En la revoyant, il rencontra bien vite des difficultés auxquelles il ne s’était pas attendu. Les étymologies de Littré lui paraissaient quelquefois douteuses, sans qu’il pût les contrôler, encore moins en proposer d’autres. L’historique, dans lequel il avait cru qu’il lui suffirait de jeter un regard pour y trouver la confirmation et comme la légitimation de ses raisonnemens, lui ménageait de plus sérieux embarras. Tantôt il avait peine à comprendre la valeur exacte des mots qui y figuraient ; tantôt, et plus souvent, ce qu’il y trouvait semblait contredire le résultat auquel il était arrivé par l’examen raisonné de la langue moderne : ou le sens qu’il avait considéré comme primordial n’apparaissait qu’assez longtemps après d’autres qu’il avait jugés en être issus, ou au contraire un sens qu’il avait rangé parmi les plus récens se présentait dès les plus anciens textes. Il comprit que, s’il voulait établir sa construction sur des fondations solides, il lui fallait un auxiliaire familier avec ces arcanes souterrains auxquels, à son âge et avec sa préparation spéciale, il ne pouvait plus songer à s’initier lui-même. Le hasard le servit à souhait.

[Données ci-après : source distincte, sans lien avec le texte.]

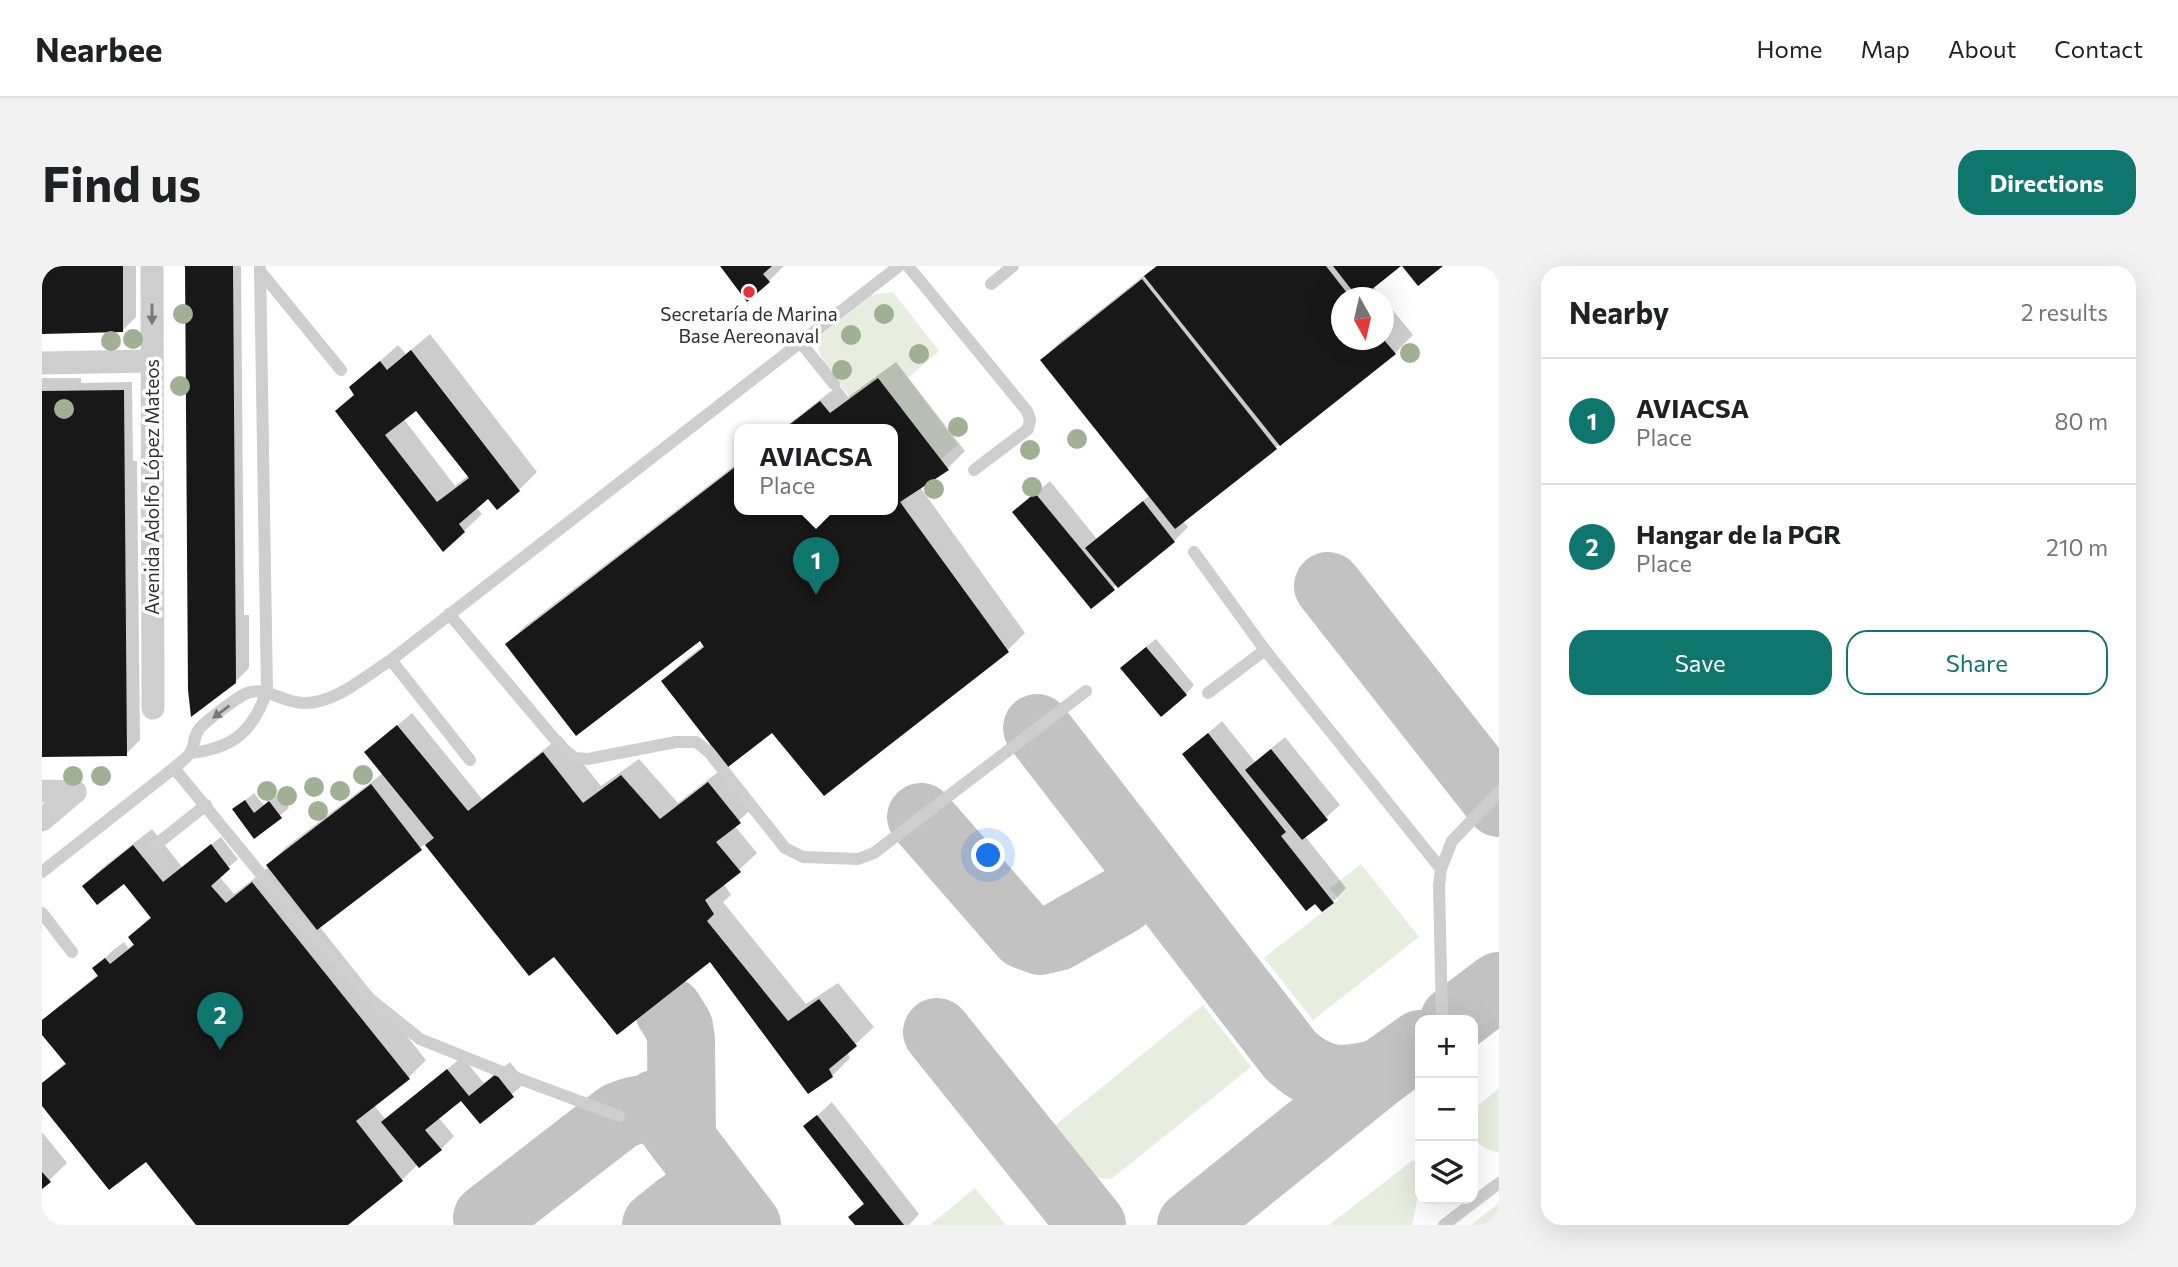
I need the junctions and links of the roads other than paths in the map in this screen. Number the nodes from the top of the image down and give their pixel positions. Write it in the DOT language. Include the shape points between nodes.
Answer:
graph roads {
  1 [pos="152,266"];
  2 [pos="899,266"];
  3 [pos="908,266"];
  4 [pos="1013,266"];
  5 [pos="260,269"];
  6 [pos="991,284"];
  7 [pos="800,343"];
  8 [pos="151,362"];
  9 [pos="42,363"];
  10 [pos="341,370"];
  11 [pos="834,384"];
  12 [pos="974,470"];
  13 [pos="1194,552"];
  14 [pos="449,614"];
  15 [pos="1265,650"];
  16 [pos="391,660"];
  17 [pos="267,691"];
  18 [pos="1086,691"];
  19 [pos="1208,693"];
  20 [pos="153,708"];
  21 [pos="191,752"];
  22 [pos="470,760"];
  23 [pos="174,768"];
  24 [pos="42,791"];
  25 [pos="1499,792"];
  26 [pos="206,805"];
  27 [pos="42,820"];
  28 [pos="153,847"];
  29 [pos="1441,869"];
  30 [pos="42,872"];
  31 [pos="42,913"];
  32 [pos="72,952"];
  33 [pos="1442,1015"];
  34 [pos="619,1116"];
  35 [pos="1499,1183"];
  36 [pos="1478,1195"];
  37 [pos="1463,1204"];
  38 [pos="1444,1225"];
  1 -- 8 [label="street, Avenida Adolfo López Mateos, one-way"];
  2 -- 7 [label="lane"];
  3 -- 12 [label="lane" via="1030,420 1028,429"];
  4 -- 6 [label="lane"];
  5 -- 10 [label="lane"];
  5 -- 17 [label="lane"];
  7 -- 11 [label="lane"];
  7 -- 14 [label="lane"];
  8 -- 9 [label="street"];
  8 -- 20 [label="street, Avenida Adolfo López Mateos"];
  13 -- 15 [label="lane"];
  14 -- 16 [label="lane"];
  14 -- 18 [label="lane" via="575,758 696,742 709,751 785,848 803,857 858,859 874,853"];
  15 -- 19 [label="lane"];
  15 -- 29 [label="lane"];
  16 -- 17 [label="lane" via="329,699 304,704"];
  16 -- 22 [label="lane"];
  17 -- 21 [label="lane, one-way" via="242,696 200,728"];
  17 -- 21 [label="lane" via="260,713 244,732 208,751"];
  21 -- 23 [label="lane"];
  23 -- 26 [label="lane"];
  23 -- 30 [label="lane"];
  24 -- 27 [label="street" via="75,792"];
  25 -- 29 [label="lane" via="1452,841"];
  26 -- 28 [label="lane"];
  26 -- 34 [label="lane" via="327,952 370,999 420,1039"];
  29 -- 33 [label="lane"];
  31 -- 32 [label="lane"];
  35 -- 36 [label="lane"];
  37 -- 38 [label="lane"];
}
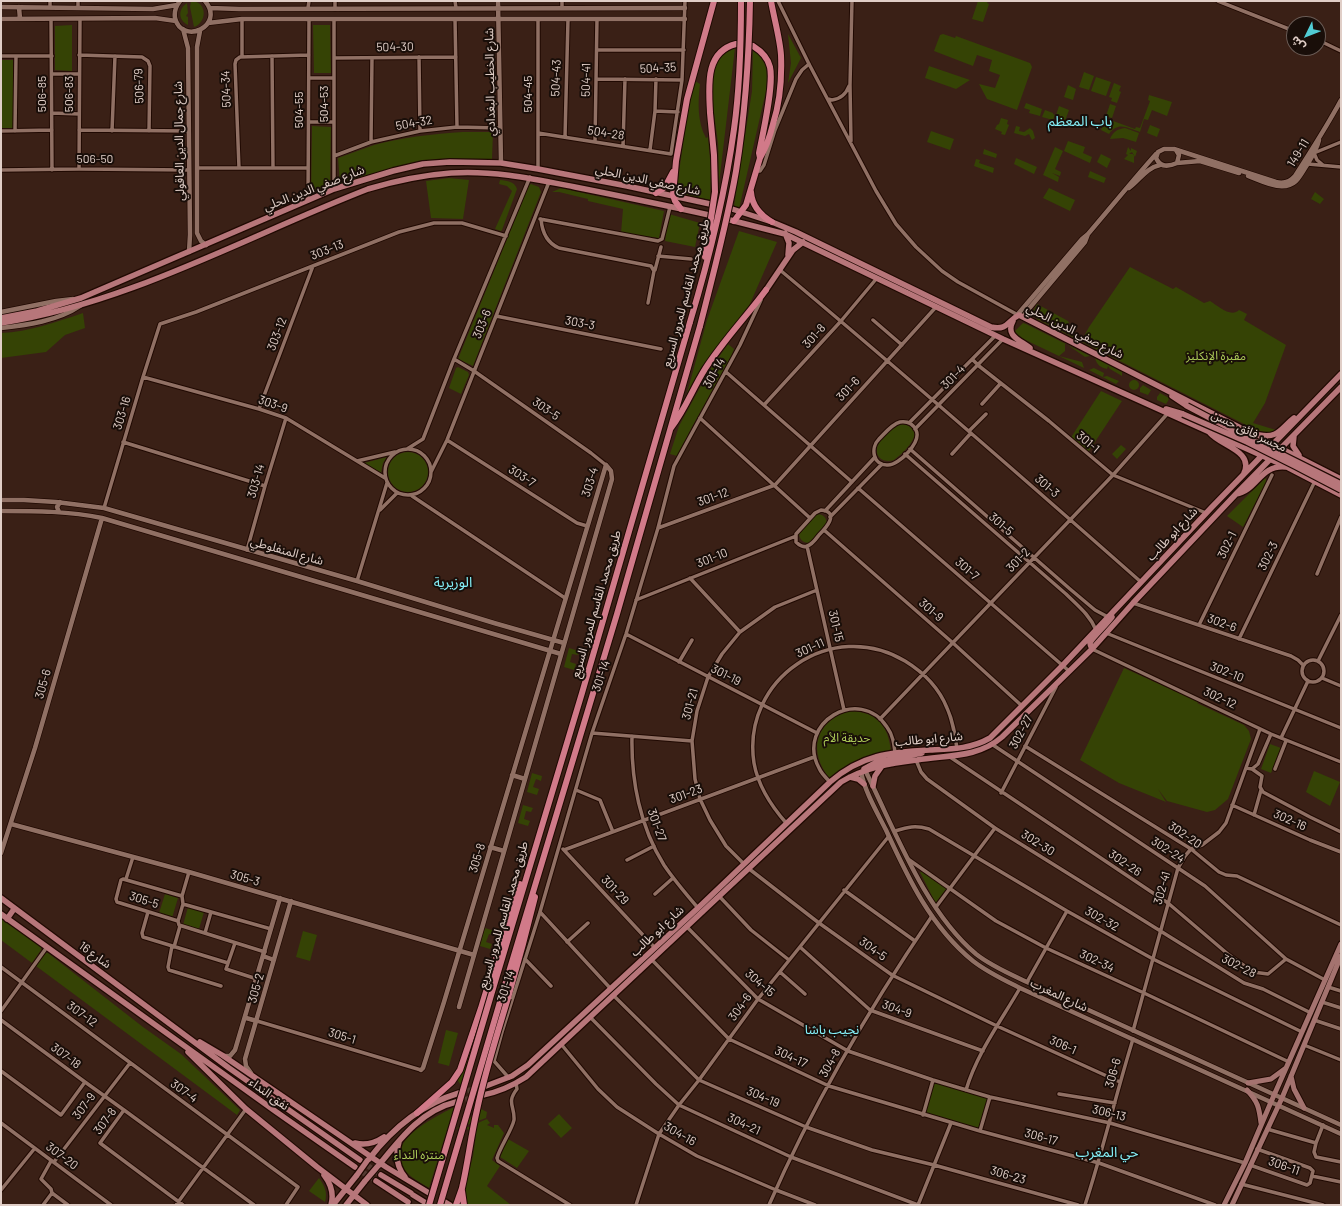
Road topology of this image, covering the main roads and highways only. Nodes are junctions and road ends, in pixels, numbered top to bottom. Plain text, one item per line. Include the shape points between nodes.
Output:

L’un des membres du comité de lecture, M. Marguerin, qui était au courant des préoccupations d’Hatzfeld, se trouvant un jour sur l’impériale d’un omnibus, remarqua un jeune homme qui lisait et marquait de notes au crayon le Dictionnaire étymologique de Brachet. Il lia conversation avec lui, et lui demanda si ce livre était bon. « Il est utile et commode, répondit le jeune homme, mais il y a bien des assertions téméraires et bien des erreurs ; l’auteur a plus d’esprit que de méthode, et la philologie a d’ailleurs fait de grands progrès en ces dernières années. » Et voyant qu’il intéressait son interlocuteur, il s’anima et lui montra quelques exemples des fautes contre la phonétique historique que contenait le livre de Brachot. « J’ai trouvé l’homme qu’il nous faut, » se dit M. Marguerin ; il demanda à son voisin s’il ne serait pas disposé à prendre part à la révision, au point de vue étymologique, du nouveau dictionnaire ; le voisin ne se montra pas éloigné d’accepter l’offre, et M. Marguerin lui donna rendez-vous chez M. Hatzfeld. C’était Arsène Darmesteter, alors âgé de vingt-cinq ans.

M. Marguerin avait eu la main singulièrement heureuse.